Si toutes les couleurs peuvent être tour à tour positives ou négatives, certaines sont plus désavantagées que d’autres. C’est le cas de la teinte verte, en partie pour des raisons pratiques : ses pigments sont instables, trop coûteux ou franchement toxiques.

Par ailleurs, sa fabrication à partir de jaune et de bleu souffre durablement de l’interdit biblique des mélanges (les lois de l’Ancien Testament, reprises par le Judaïsme, portaient sur l’interdiction des mélanges animaux ou végétaux dans l’alimentation, le travail ou les loisirs). La raison de ce désamour est donc à la fois matérielle et idéologique.

Liée symboliquement à l’idée d’instabilité et d’éphémère – en partie en raison des difficultés à conserver ses effets en peinture comme en teinture –, le vert n’acquiert qu’avec le XIXe siècle romantique le caractère positif que nous lui prêtons aujourd’hui : celui du retour de l’homme à la nature.

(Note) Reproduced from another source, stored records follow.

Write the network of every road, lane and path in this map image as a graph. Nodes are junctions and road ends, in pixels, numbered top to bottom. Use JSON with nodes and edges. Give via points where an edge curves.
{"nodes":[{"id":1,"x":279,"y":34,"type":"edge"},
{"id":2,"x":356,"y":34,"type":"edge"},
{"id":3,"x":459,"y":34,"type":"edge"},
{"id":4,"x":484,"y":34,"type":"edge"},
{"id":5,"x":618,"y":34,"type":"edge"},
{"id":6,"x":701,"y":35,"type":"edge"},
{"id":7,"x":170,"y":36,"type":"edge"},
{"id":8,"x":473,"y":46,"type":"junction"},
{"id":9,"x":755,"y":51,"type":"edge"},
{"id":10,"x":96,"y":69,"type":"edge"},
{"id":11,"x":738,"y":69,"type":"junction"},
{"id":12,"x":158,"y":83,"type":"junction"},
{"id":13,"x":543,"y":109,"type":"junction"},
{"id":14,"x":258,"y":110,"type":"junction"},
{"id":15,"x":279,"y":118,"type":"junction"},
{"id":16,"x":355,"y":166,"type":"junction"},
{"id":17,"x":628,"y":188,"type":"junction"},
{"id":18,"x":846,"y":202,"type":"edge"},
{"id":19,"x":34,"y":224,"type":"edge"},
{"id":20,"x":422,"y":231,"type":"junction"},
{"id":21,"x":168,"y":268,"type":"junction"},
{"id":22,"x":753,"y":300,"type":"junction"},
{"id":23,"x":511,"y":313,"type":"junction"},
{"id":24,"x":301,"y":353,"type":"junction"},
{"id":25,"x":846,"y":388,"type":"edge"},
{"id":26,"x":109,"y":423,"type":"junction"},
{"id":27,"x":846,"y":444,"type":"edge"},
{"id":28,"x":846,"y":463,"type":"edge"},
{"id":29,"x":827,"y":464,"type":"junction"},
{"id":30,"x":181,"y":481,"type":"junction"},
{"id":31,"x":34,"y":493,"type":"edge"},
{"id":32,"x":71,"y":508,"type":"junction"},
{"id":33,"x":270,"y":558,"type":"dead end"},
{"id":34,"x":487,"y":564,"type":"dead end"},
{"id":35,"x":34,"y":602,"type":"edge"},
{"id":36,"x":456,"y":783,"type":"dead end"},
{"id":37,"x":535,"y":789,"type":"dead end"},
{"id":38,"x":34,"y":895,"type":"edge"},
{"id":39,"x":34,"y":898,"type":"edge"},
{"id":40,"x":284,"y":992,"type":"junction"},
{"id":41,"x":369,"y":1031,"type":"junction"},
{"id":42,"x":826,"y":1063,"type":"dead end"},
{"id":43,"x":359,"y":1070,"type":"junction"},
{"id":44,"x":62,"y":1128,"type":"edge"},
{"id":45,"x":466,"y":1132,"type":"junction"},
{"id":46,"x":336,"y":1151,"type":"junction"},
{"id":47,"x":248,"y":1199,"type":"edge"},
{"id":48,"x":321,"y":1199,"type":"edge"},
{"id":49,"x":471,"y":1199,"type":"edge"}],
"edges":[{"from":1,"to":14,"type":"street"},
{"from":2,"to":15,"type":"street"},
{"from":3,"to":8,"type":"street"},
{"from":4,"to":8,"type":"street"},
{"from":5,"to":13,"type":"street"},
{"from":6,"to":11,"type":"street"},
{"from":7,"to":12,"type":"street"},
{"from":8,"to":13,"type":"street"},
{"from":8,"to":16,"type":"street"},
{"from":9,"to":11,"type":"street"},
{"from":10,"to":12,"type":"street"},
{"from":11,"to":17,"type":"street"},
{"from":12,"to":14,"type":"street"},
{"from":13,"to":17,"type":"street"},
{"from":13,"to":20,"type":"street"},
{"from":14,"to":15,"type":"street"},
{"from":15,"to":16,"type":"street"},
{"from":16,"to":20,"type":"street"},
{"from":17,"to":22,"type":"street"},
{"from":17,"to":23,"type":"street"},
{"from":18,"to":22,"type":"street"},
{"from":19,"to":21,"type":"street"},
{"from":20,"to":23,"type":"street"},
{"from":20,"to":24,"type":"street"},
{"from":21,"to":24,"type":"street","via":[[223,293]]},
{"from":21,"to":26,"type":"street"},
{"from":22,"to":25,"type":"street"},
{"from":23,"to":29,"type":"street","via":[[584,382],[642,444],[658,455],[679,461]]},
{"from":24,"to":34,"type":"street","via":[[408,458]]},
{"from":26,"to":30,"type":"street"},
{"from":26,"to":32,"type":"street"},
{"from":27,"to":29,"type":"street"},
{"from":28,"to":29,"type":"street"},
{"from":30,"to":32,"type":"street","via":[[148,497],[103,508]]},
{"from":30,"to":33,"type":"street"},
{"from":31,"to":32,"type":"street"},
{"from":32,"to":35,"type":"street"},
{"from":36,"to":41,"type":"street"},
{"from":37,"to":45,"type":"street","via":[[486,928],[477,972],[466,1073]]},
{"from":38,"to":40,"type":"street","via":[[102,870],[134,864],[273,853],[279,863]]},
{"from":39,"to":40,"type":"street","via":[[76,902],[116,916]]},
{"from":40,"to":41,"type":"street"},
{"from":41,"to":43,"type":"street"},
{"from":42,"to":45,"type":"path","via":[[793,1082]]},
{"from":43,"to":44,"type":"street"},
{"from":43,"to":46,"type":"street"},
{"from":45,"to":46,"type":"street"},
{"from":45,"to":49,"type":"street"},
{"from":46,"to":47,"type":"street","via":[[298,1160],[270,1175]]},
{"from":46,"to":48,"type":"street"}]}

Mal défini durant l’Antiquité qui peine à le nommer de façon univoque, il subira des siècles durant un ostracisme persistant.

Si le Moyen Âge l’associe dans un premier temps à l’amour et à la jeunesse, il y verra plus tard la marque du Diable et de ses enchantements. La Renaissance trouvera la teinte malhonnête ou funeste, et ce n’est qu’au XIXe siècle, avec l’Empire puis l’avènement de la bourgeoisie, qu’elle trouvera sa place dans les intérieurs, avant d’être investie, au XXe siècle, par l’écologie politique et le marketing.

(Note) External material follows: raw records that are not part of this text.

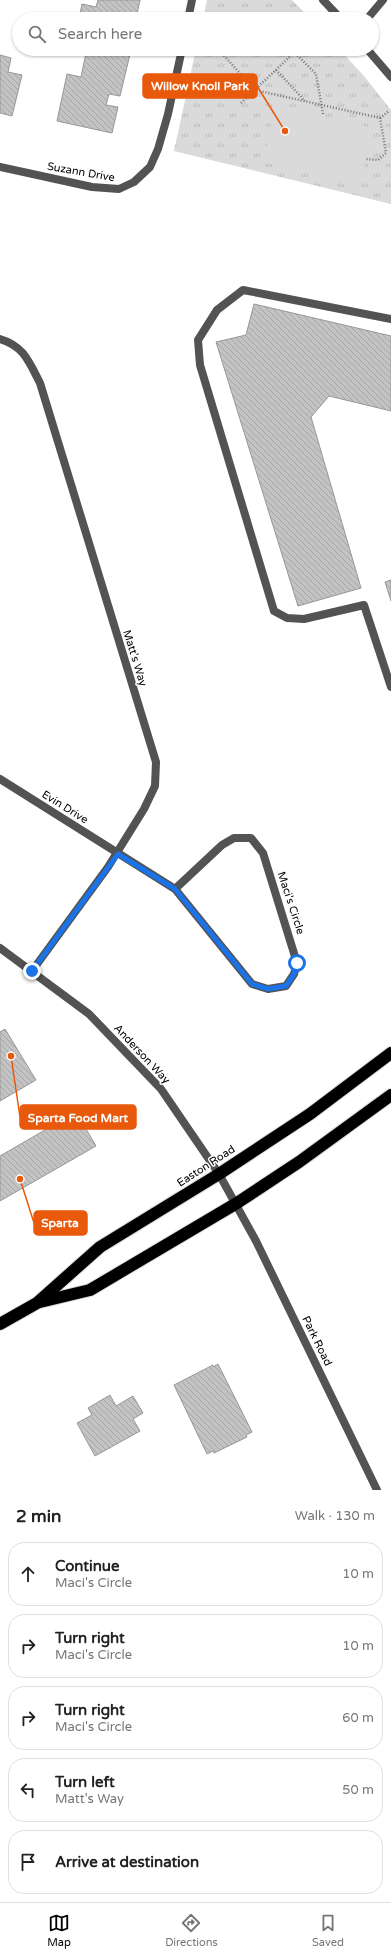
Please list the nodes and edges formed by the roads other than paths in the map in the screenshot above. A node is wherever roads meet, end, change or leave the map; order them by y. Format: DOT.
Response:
graph roads {
  1 [pos="192,0"];
  2 [pos="323,0"];
  3 [pos="383,0"];
  4 [pos="189,12"];
  5 [pos="334,12"];
  6 [pos="373,12"];
  7 [pos="180,56"];
  8 [pos="373,56"];
  9 [pos="391,77"];
  10 [pos="0,167"];
  11 [pos="391,319"];
  12 [pos="0,339"];
  13 [pos="391,687"];
  14 [pos="0,779"];
  15 [pos="118,854"];
  16 [pos="175,889"];
  17 [pos="0,948"];
  18 [pos="32,971"];
  19 [pos="391,1053"];
  20 [pos="391,1095"];
  21 [pos="219,1174"];
  22 [pos="237,1203"];
  23 [pos="37,1303"];
  24 [pos="0,1324"];
  25 [pos="377,1490"];
  1 -- 4 [label="street"];
  2 -- 5 [label="street"];
  3 -- 6 [label="street"];
  7 -- 10 [label="street, Suzann Drive"];
  8 -- 9 [label="street"];
  11 -- 13 [label="street"];
  12 -- 15 [label="street, Matt's Way"];
  14 -- 15 [label="street, Evin Drive"];
  15 -- 16 [label="street, Maci's Circle"];
  15 -- 18 [label="street, Matt's Way"];
  16 -- 16 [label="street, Maci's Circle"];
  17 -- 18 [label="street, Anderson Way"];
  18 -- 21 [label="street, Anderson Way"];
  19 -- 21 [label="highway, Easton Road"];
  20 -- 22 [label="highway, Easton Road"];
  21 -- 22 [label="street, Anderson Way"];
  21 -- 23 [label="highway, Easton Road"];
  22 -- 23 [label="highway, Easton Road"];
  22 -- 25 [label="street, Park Road"];
  23 -- 24 [label="highway, Easton Road"];
}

2. Le vert dans les sociétés antiques

Si le vert ouvre la Genèse (« Dieu dit : “Que la terre verdisse de verdure…” », I, 11-13), son histoire matérielle et sociale reste longtemps modeste. Les trois couleurs particulièrement signifiantes en Occident sont le rouge, le noir et le blanc, et c’est avec elles que s’écrit l’histoire humaine, tant religieuse que sociale.

Chez les Grecs, au « lexique chromatique relativement pauvre et imprécis » (p.19), le vert n’est pas décrit. L’influence du latin à l’époque hellénistique explique peut-être l’apparition en grec du terme prasinos, qui se réfère à la couleur du poireau et vient enrichir les termes jusque-là très imprécis de glaukos (sorte de gris-vert-bleu) ou de chloros (entre vert et jaune). Néanmoins, pour Pastoureau, si une couleur n’est pas ou n’est que peu nommée, « ce n’est pas parce qu’elle n’est pas vue mais parce qu’elle joue un faible rôle dans les activités humaines, les relations sociales, la vie religieuse, le monde des symboles et de l’imaginaire » (p.26).

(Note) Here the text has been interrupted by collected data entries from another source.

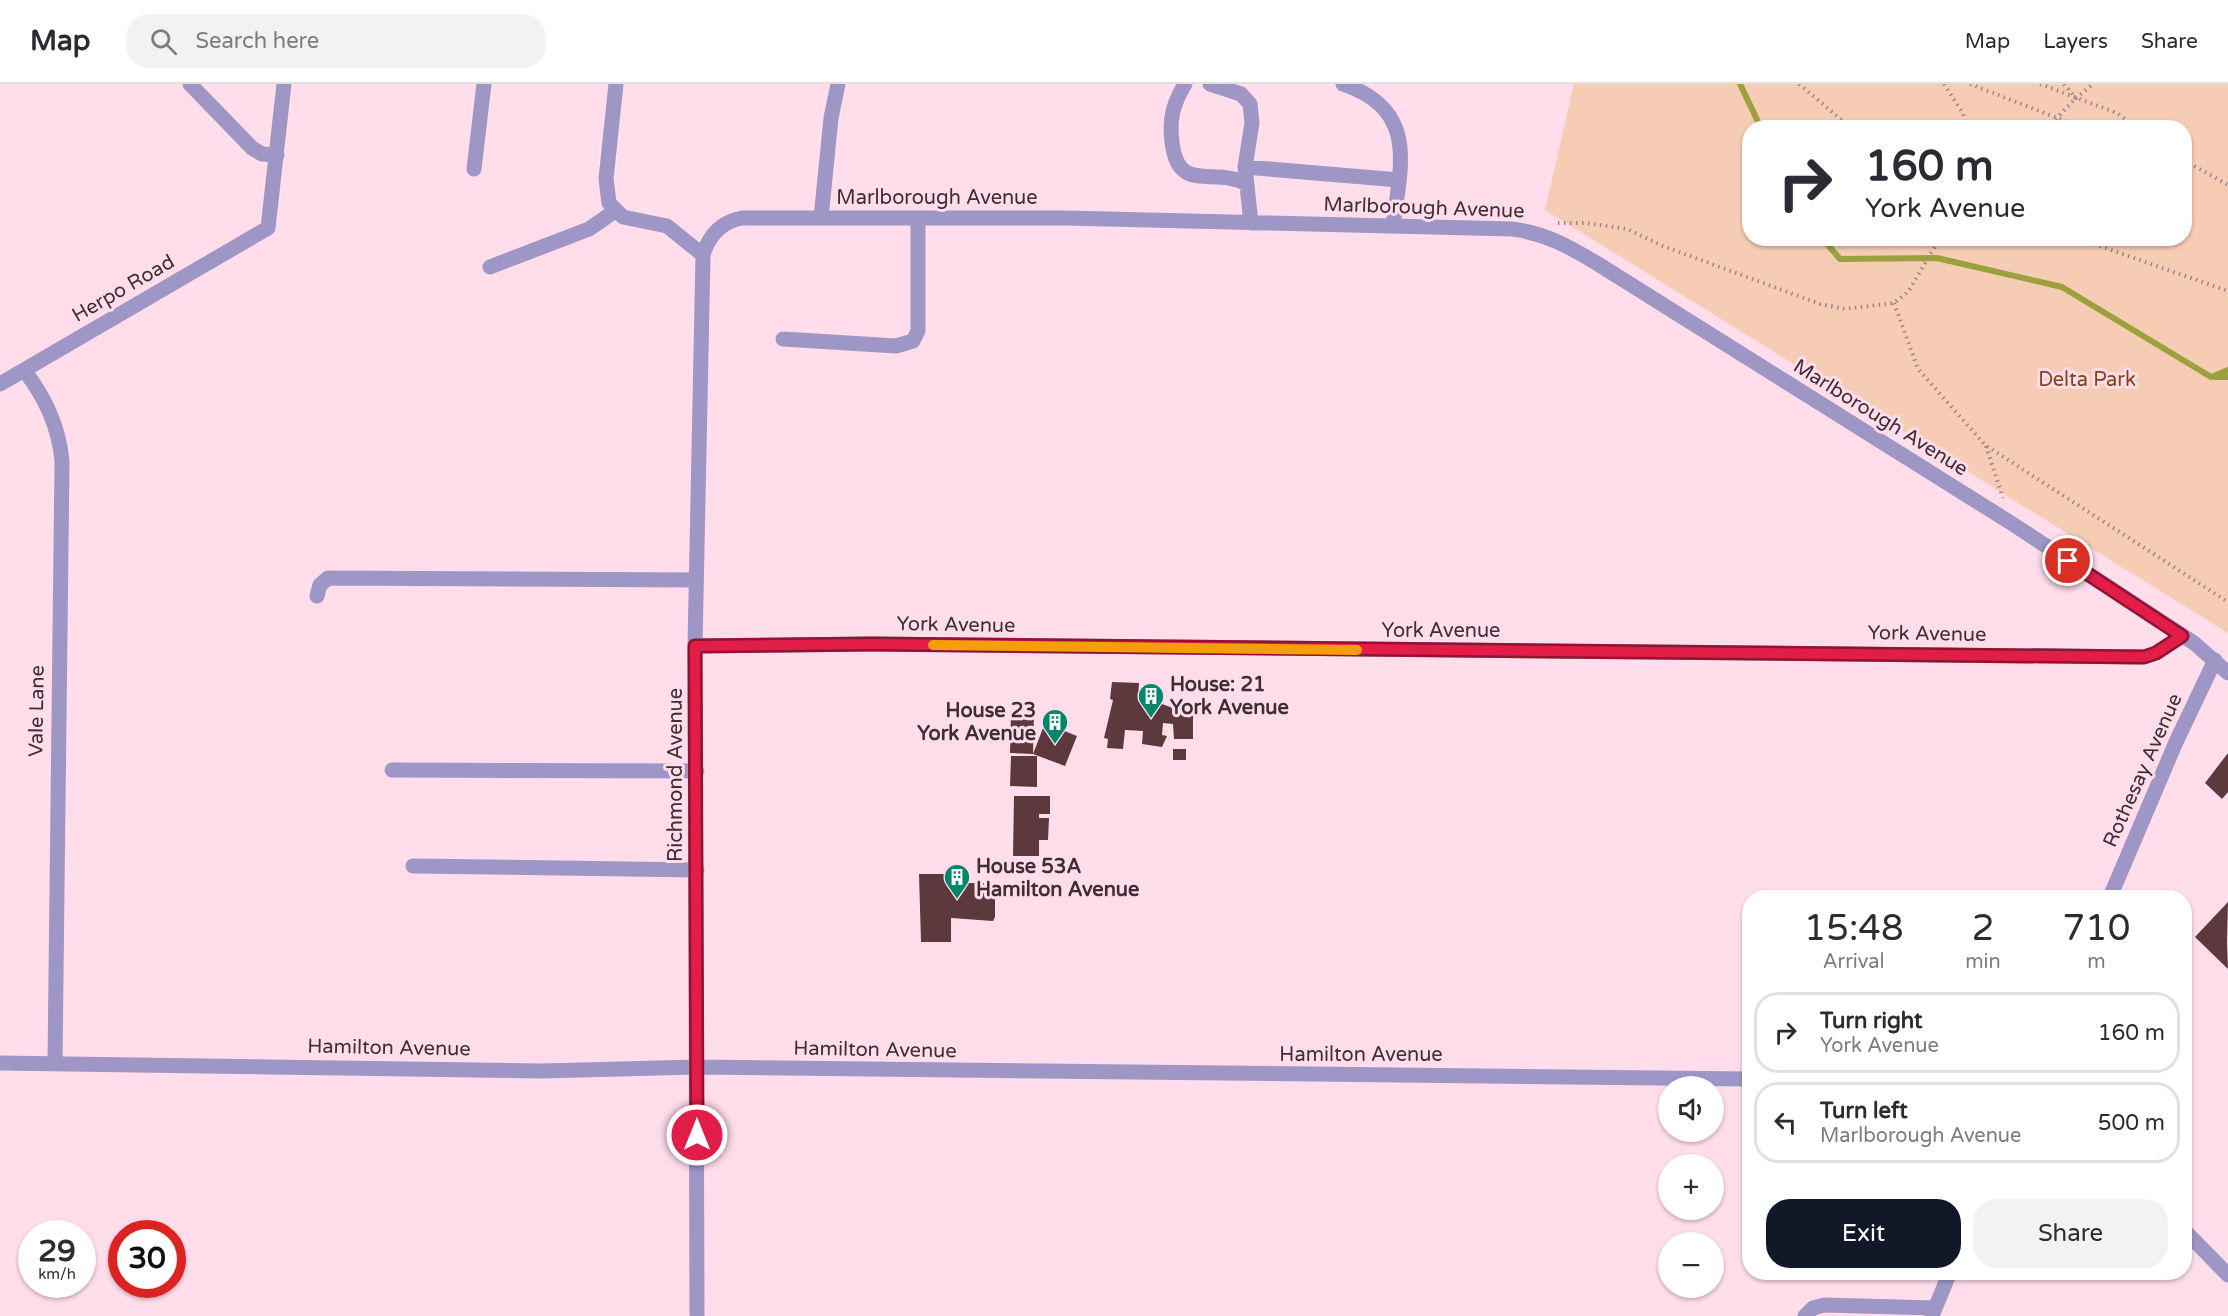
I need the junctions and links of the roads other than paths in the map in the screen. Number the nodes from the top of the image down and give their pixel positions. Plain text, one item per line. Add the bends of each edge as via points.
1 (190, 84) edge
2 (284, 84) edge
3 (484, 84) edge
4 (616, 84) edge
5 (838, 84) edge
6 (1185, 84) edge
7 (1210, 84) edge
8 (1343, 84) edge
9 (277, 156) junction
10 (1245, 167) junction
11 (474, 169) dead end
12 (1399, 180) junction
13 (1247, 184) junction
14 (615, 211) junction
15 (821, 218) junction
16 (918, 218) junction
17 (1251, 223) junction
18 (1393, 226) junction
19 (711, 236) joint
20 (704, 255) junction
21 (490, 267) dead end
22 (783, 339) dead end
23 (24, 370) junction
24 (0, 384) edge
25 (696, 580) junction
26 (317, 596) dead end
27 (2182, 636) junction
28 (695, 646) junction
29 (2215, 660) junction
30 (2228, 673) edge
31 (392, 770) dead end
32 (697, 771) junction
33 (412, 866) dead end
34 (697, 870) junction
35 (2113, 890) edge
36 (0, 1063) edge
37 (55, 1063) junction
38 (697, 1067) junction
39 (1742, 1079) edge
40 (2192, 1238) edge
41 (2228, 1275) edge
42 (1947, 1280) edge
43 (1933, 1312) edge
44 (698, 1316) edge
45 (1805, 1316) edge

1 - 9 street via 252,148
2 - 9 street
3 - 11 street
4 - 14 street via 606,179 609,203
5 - 15 street
6 - 13 street via 1175,100 1170,122 1178,167 1197,176
7 - 10 street via 1241,94 1250,104 1252,123
8 - 12 street via 1373,100 1394,119 1400,144
9 - 23 street, Herpo Road via 268,228
10 - 12 street
10 - 13 street
12 - 18 street
13 - 17 street
14 - 20 street via 630,219 667,226
14 - 21 street via 589,229
15 - 16 street, Marlborough Avenue
15 - 19 street, Marlborough Avenue via 742,218 728,222
16 - 17 street, Marlborough Avenue
16 - 22 street via 918,331 913,341 896,346
17 - 18 street, Marlborough Avenue
18 - 27 street, Marlborough Avenue via 1529,231 1561,242 2011,523
19 - 20 street, Richmond Avenue
20 - 25 street, Richmond Avenue
23 - 24 street, Herpo Road
23 - 37 street, Vale Lane via 48,408 62,461
25 - 26 street via 328,578 320,585
25 - 28 street, Richmond Avenue
27 - 28 street, York Avenue via 2144,657 872,644
27 - 29 street, Marlborough Avenue
28 - 32 street, Richmond Avenue
29 - 30 street, Marlborough Avenue
29 - 35 street, Rothesay Avenue
31 - 32 street
32 - 34 street, Richmond Avenue
33 - 34 street
34 - 38 street, Richmond Avenue
36 - 37 street, Hamilton Avenue
37 - 38 street, Hamilton Avenue via 542,1071
38 - 39 street, Hamilton Avenue
38 - 44 street, Richmond Avenue
40 - 41 street
42 - 43 street
43 - 45 street via 1824,1305 1812,1308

En latin, au contraire, le champ sémantique et chromatique est étendu et viridis (vert) se rattache à toute une famille de mots liés à la vie, au printemps, à la vigueur. Mais il n’apparaît que très peu dans les objets du quotidien, et encore moins dans le vêtement, le vert étant une couleur réservée aux Barbares (les Germains, notamment, en maîtrisent la teinture). Une mode passagère, portée surtout par les femmes puis par l’empereur Néron, amateur de modes orientales et soucieux de se distinguer du goût commun, l’introduira brièvement dans les garde-robes romaines, ce que jugent sévèrement les défenseurs des traditions tels que Pline, Sénèque ou Cicéron.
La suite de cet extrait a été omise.